* Problem *
Return all lines from the listing below in which "Спутник" appears.

* Records for this exercise *
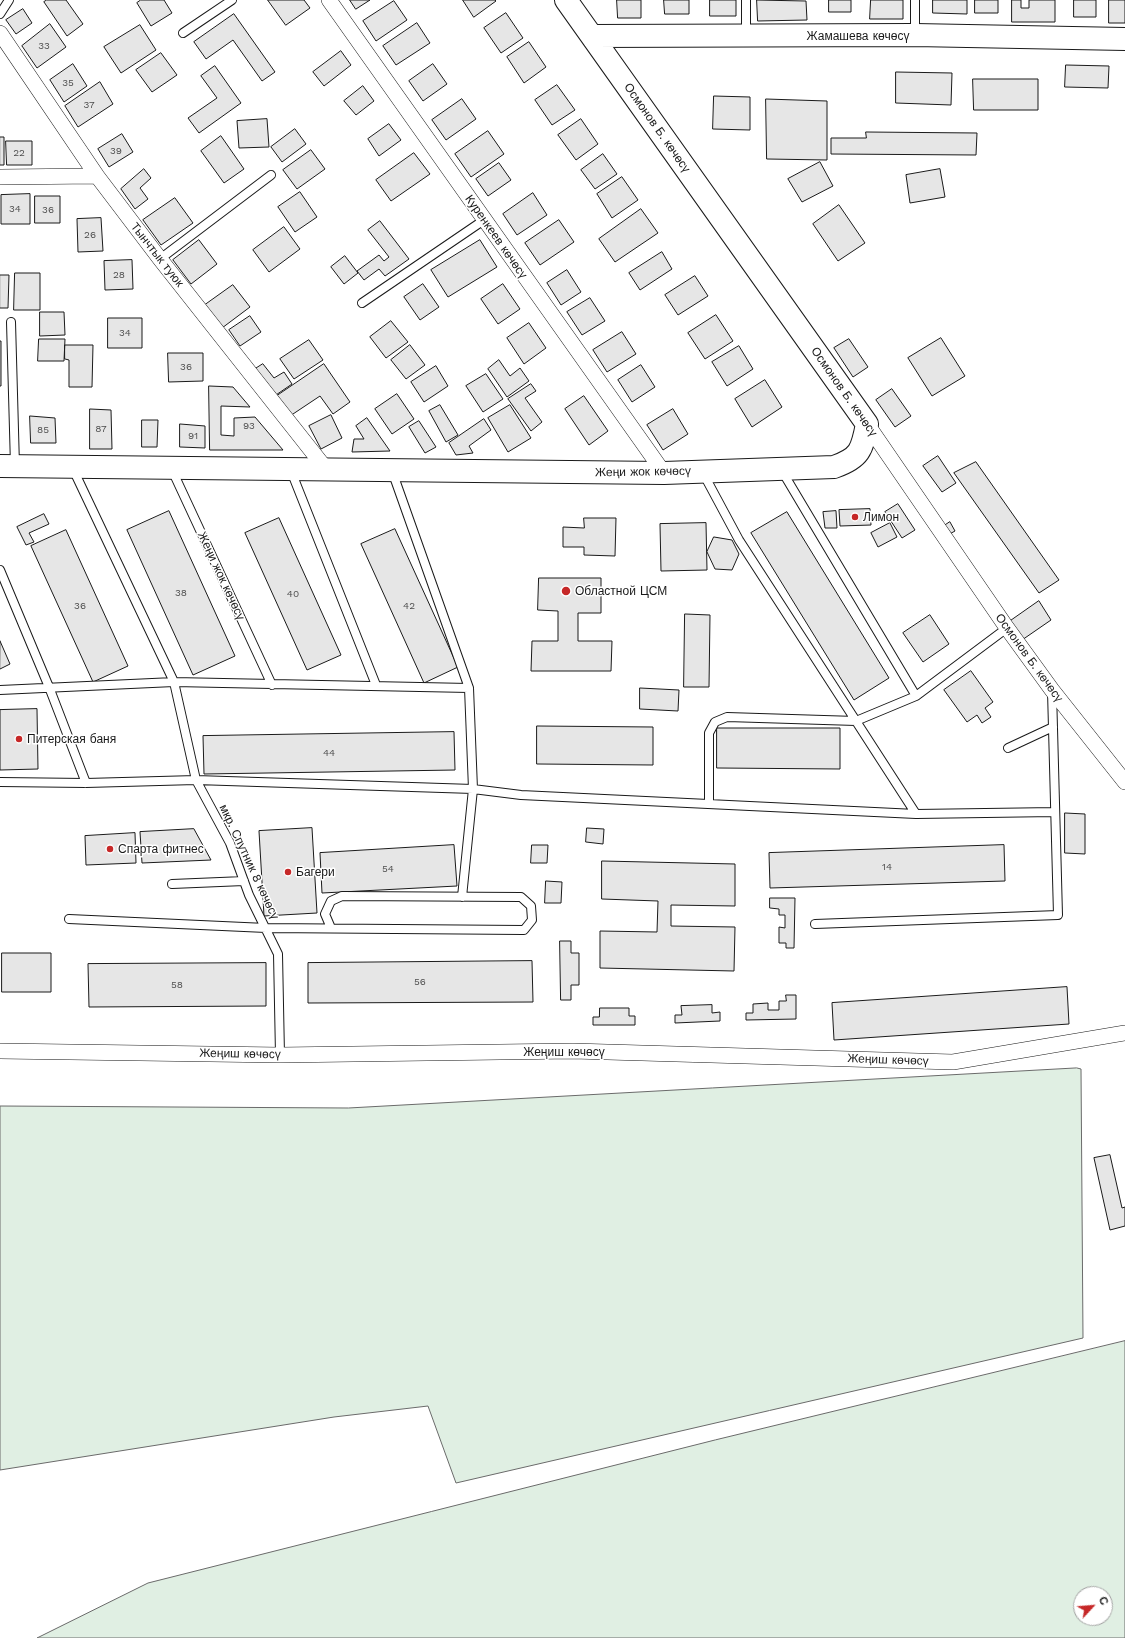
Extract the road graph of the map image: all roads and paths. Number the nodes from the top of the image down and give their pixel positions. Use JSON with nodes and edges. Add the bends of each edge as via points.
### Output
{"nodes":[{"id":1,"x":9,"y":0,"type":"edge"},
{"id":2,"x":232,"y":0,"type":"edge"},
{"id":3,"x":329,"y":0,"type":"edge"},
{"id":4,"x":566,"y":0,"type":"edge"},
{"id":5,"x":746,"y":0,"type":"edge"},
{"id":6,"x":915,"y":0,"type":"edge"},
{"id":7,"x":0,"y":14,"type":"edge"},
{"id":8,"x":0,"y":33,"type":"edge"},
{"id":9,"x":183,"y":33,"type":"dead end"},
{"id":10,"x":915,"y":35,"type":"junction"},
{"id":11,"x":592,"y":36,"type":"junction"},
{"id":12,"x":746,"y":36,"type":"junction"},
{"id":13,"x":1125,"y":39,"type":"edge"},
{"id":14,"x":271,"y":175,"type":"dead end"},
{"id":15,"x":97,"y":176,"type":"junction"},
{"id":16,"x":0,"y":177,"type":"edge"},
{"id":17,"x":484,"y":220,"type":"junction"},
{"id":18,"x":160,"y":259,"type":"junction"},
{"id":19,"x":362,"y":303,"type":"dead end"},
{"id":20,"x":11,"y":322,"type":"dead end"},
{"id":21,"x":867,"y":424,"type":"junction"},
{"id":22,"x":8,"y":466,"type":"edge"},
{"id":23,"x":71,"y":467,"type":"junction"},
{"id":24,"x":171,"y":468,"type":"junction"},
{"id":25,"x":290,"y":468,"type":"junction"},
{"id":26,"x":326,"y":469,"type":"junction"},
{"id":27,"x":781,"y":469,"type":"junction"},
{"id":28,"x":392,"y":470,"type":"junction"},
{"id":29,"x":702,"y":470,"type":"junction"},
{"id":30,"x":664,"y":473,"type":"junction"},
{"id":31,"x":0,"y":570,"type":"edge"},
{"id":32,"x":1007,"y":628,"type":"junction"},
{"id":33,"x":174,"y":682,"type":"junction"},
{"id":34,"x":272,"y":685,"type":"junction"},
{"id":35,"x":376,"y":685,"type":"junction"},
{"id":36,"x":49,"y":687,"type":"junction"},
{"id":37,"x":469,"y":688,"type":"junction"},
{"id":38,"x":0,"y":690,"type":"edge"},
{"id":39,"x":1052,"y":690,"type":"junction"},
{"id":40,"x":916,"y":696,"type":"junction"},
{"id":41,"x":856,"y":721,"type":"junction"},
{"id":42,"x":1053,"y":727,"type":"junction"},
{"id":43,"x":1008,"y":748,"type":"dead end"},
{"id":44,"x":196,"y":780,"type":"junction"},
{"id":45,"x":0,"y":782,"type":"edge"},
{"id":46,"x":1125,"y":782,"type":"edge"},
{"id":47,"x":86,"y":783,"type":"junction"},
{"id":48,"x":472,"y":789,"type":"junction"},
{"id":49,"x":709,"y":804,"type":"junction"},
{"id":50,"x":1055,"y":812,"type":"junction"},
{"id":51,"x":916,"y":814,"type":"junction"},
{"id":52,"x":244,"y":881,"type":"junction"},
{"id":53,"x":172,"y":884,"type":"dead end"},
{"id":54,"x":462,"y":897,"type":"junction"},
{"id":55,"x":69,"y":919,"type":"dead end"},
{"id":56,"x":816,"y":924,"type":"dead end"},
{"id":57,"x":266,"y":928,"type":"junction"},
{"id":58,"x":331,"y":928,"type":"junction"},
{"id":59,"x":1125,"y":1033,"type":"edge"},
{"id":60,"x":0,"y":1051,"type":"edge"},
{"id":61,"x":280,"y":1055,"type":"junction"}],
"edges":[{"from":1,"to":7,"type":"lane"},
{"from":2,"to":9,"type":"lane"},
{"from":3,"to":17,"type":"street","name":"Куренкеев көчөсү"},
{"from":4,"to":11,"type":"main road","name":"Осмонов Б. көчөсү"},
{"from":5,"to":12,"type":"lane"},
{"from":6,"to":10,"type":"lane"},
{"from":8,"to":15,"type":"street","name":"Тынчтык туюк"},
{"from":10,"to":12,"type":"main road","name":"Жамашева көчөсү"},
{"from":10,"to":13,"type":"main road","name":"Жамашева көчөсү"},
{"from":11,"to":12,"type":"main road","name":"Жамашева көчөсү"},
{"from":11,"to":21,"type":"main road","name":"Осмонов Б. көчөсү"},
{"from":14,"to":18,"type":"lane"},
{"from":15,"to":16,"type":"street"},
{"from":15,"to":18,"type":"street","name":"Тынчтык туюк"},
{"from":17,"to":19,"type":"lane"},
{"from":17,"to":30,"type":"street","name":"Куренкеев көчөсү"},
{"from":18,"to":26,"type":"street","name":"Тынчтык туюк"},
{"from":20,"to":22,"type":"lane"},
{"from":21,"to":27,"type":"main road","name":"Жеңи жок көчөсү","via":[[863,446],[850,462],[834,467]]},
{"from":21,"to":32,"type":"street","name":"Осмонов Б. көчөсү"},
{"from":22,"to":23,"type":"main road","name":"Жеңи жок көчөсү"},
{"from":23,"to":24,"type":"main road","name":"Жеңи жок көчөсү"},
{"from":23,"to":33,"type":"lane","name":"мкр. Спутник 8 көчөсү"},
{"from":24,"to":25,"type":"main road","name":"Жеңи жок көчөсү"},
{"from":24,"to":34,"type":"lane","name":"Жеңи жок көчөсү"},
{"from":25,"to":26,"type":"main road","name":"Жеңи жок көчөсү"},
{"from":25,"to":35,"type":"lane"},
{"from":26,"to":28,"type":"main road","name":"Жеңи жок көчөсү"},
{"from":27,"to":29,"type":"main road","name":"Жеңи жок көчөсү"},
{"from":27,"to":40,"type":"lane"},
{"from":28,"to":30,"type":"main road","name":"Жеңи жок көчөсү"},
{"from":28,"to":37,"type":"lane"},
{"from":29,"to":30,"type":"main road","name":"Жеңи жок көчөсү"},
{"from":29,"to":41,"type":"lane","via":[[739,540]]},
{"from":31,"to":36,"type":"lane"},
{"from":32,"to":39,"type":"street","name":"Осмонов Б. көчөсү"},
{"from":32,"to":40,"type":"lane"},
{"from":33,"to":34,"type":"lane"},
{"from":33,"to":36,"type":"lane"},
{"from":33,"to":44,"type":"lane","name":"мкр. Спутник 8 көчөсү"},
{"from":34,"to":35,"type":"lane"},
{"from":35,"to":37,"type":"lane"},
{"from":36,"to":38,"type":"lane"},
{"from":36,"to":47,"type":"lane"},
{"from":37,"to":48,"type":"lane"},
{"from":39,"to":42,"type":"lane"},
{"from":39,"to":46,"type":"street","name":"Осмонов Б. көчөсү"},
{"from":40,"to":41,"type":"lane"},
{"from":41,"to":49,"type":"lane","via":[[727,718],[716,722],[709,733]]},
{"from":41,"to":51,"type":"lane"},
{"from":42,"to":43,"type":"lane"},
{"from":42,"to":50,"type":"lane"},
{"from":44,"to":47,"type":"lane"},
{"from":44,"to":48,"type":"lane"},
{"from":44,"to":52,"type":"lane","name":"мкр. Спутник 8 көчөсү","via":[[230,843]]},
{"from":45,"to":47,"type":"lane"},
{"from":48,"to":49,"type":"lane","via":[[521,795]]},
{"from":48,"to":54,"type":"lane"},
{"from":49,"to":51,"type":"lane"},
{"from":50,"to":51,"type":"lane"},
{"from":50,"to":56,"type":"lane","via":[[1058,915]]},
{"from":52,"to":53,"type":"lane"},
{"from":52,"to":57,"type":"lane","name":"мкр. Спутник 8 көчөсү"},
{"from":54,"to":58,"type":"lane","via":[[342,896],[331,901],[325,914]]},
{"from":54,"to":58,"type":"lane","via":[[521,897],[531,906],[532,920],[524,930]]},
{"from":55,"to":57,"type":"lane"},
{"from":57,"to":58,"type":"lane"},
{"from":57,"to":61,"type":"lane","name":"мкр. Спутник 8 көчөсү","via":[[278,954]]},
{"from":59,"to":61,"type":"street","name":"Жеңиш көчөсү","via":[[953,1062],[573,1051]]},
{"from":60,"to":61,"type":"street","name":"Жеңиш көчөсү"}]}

* Output below *
{"from":23,"to":33,"type":"lane","name":"мкр. Спутник 8 көчөсү"},
{"from":33,"to":44,"type":"lane","name":"мкр. Спутник 8 көчөсү"},
{"from":44,"to":52,"type":"lane","name":"мкр. Спутник 8 көчөсү","via":[[230,843]]},
{"from":52,"to":57,"type":"lane","name":"мкр. Спутник 8 көчөсү"},
{"from":57,"to":61,"type":"lane","name":"мкр. Спутник 8 көчөсү","via":[[278,954]]},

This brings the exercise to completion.